Your answer must be every line of the data below that holds the string "Odendaal", copied exactly.

##############################

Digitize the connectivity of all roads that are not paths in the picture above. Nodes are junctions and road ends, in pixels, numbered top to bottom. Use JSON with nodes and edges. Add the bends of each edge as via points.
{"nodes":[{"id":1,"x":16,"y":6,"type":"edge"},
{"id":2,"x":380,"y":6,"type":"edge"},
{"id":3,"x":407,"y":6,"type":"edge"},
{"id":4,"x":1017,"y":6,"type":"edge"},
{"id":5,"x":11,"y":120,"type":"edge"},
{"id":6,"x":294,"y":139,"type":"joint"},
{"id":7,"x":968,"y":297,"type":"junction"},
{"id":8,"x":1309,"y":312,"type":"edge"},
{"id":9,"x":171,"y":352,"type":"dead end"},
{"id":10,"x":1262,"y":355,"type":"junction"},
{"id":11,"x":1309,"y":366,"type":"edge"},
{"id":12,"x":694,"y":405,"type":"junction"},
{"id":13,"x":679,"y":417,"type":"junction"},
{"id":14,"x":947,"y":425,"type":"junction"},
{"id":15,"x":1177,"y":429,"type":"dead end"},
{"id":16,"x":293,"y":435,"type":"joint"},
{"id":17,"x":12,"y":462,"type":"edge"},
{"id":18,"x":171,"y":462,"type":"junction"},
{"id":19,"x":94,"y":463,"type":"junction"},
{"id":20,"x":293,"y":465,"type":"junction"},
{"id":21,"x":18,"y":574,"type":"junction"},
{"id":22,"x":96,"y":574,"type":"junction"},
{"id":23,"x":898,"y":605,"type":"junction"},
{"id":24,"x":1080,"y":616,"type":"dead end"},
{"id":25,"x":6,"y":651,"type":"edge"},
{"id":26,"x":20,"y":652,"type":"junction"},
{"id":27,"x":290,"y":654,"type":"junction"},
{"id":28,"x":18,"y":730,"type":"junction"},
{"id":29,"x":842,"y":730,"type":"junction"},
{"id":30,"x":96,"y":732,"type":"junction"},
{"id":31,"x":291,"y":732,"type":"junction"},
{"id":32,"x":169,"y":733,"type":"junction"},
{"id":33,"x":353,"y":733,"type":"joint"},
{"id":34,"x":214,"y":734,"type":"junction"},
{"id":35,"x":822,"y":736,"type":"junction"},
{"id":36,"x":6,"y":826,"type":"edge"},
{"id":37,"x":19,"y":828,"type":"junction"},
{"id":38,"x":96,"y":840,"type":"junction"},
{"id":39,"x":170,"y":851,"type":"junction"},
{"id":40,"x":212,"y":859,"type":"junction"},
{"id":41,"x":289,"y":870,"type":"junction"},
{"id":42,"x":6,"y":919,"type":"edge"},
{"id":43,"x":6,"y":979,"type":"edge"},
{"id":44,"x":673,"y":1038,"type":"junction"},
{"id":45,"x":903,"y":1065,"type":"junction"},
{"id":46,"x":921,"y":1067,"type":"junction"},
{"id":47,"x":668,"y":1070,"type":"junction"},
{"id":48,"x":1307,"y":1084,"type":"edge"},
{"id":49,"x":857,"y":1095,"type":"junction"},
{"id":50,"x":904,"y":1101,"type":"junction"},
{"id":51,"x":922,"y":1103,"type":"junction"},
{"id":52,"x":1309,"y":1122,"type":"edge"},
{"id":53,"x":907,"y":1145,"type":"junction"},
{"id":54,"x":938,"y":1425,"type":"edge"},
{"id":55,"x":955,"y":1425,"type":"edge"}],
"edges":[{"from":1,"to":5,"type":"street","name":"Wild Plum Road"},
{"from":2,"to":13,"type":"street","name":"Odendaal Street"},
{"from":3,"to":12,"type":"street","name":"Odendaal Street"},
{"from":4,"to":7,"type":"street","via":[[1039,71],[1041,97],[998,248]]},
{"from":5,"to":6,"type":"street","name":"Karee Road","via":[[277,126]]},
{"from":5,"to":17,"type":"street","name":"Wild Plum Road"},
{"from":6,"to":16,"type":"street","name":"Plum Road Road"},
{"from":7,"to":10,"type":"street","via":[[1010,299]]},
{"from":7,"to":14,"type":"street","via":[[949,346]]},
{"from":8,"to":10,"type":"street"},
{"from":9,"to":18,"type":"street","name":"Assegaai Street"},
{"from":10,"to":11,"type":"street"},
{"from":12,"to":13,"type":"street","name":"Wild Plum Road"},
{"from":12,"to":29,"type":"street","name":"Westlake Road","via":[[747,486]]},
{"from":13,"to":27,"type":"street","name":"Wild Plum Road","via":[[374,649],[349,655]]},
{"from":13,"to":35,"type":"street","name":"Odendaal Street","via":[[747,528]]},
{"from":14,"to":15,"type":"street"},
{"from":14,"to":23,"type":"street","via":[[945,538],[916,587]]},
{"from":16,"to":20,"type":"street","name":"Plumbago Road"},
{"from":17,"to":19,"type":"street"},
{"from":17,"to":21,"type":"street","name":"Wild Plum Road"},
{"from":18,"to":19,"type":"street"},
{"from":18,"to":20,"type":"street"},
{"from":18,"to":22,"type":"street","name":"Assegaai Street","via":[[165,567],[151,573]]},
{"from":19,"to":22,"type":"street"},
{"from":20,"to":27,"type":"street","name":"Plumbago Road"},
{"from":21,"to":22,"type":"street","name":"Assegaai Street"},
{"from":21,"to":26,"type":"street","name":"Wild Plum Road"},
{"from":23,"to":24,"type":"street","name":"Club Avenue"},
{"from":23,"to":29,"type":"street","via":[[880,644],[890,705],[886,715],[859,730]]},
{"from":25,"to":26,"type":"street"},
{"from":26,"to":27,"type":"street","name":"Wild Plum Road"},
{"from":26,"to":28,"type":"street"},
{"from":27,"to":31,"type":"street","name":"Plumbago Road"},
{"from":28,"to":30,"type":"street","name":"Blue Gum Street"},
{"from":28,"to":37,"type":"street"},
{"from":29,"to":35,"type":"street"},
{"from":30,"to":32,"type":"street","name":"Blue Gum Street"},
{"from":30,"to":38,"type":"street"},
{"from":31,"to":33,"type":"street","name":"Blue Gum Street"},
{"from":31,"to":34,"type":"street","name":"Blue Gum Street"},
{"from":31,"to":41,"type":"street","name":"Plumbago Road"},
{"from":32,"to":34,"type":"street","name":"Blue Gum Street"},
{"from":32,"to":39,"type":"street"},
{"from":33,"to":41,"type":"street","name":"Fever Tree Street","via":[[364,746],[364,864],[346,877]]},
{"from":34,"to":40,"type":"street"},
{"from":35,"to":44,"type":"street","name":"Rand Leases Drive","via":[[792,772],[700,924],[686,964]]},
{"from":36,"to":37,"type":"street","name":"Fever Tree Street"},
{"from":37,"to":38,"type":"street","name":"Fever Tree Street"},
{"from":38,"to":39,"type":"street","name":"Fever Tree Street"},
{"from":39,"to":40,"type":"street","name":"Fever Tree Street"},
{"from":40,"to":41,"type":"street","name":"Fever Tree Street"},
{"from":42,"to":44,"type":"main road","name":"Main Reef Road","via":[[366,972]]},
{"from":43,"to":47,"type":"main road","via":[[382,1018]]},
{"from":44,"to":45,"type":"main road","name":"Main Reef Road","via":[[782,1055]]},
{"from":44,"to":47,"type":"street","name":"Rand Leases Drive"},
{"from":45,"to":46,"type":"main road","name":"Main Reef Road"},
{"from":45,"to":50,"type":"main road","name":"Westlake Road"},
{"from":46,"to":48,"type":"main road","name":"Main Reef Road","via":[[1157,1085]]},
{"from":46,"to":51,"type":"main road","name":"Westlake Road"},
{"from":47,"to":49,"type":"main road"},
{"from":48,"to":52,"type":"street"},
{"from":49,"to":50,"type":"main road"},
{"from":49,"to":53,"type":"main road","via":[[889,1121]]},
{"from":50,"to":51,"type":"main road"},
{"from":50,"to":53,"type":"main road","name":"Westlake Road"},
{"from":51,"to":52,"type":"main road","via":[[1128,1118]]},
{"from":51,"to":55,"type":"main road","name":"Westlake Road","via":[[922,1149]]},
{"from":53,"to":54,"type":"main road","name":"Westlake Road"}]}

##############################

#### REPLY TO THE TASK
{"from":2,"to":13,"type":"street","name":"Odendaal Street"},
{"from":3,"to":12,"type":"street","name":"Odendaal Street"},
{"from":13,"to":35,"type":"street","name":"Odendaal Street","via":[[747,528]]},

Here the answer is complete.